Book #8: Unpacking Daddy's Library

"When are you going to put together my reading list?" Daddy asked.

A hush fell over the kitchen. He'd been asking me about this for weeks now, and wasn't it the least I could do? After all, I'd taken his handouts during not one, not two, but three degrees in English Literature.

Recently retired, Daddy had decided to take up reading for reasons that were characteristically quantitative. The house was crammed with novels, memoirs and anthologies that my mom and I had been reading all our lives and their sheer number had convinced my dad that there must be something to this reading thing.

Now that he was no longer building steel plants, it was time to roll up his sleeves and delve into the world of literature.

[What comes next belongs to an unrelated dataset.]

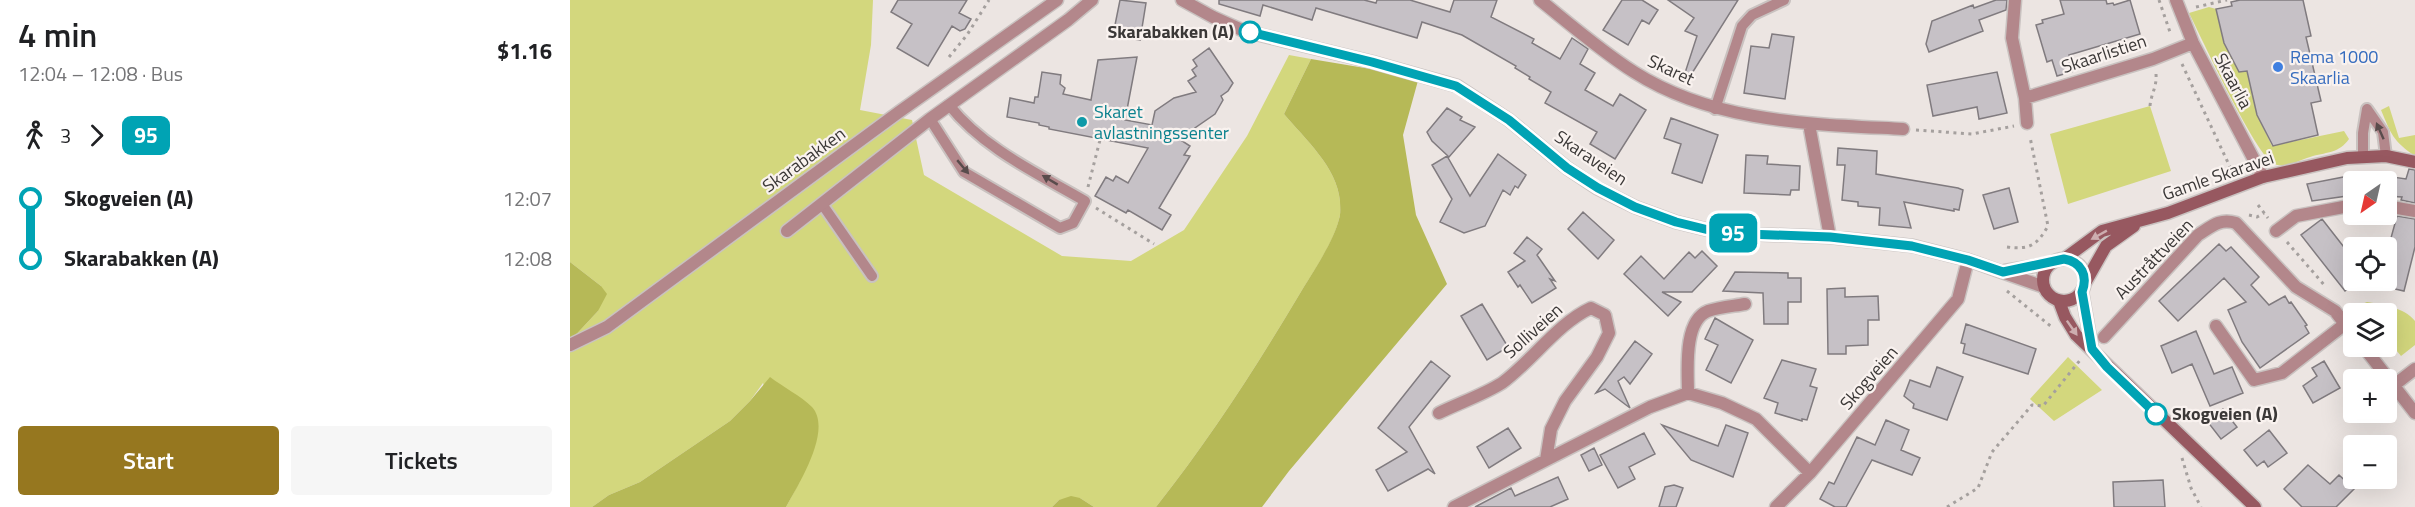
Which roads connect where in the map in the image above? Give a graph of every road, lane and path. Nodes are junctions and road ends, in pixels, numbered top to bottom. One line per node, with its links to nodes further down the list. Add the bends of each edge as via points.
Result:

"Why don't you just go online?" I said. "Google 'reading.' A bunch of lists should come up."

"That's no good." His cheeks hardened. "Those lists are impersonal - based on polls or the whims of some critic who doesn't even know me. I want a list that's just for me."

I rolled my eyes. With everything else on my mind, did I have time for this?

Then I recalled an essay I'd read in grad school, Walter Benjamin's "Unpacking My Library." What drives someone to read and collect books, Benjamin suggests, is anything but rational:

"I am not exaggerating when I say that to a true collector the acquisition of an old book is its rebirth. This is the childlike element which in a collector mingles with the element of old age. For children can accomplish the renewal of existence in a hundred unfailing ways."

Despite Benjamin's mystical language, his point is simple, I think. He's saying that what draws a person to one book over another cannot be explained purely in terms of the book's reputation. Rather, the reader yearns to connect on some deeply personal, childlike level with the world in miniature that the novel brings to life imaginatively. This is a matter of the novelist being able to predict - almost magically - your idiosyncratic fantasies and wishes that go back to your earliest memories and desires.

It's a beautiful coincidence when reader and book unite in this way, the beginning of a lifelong relationship.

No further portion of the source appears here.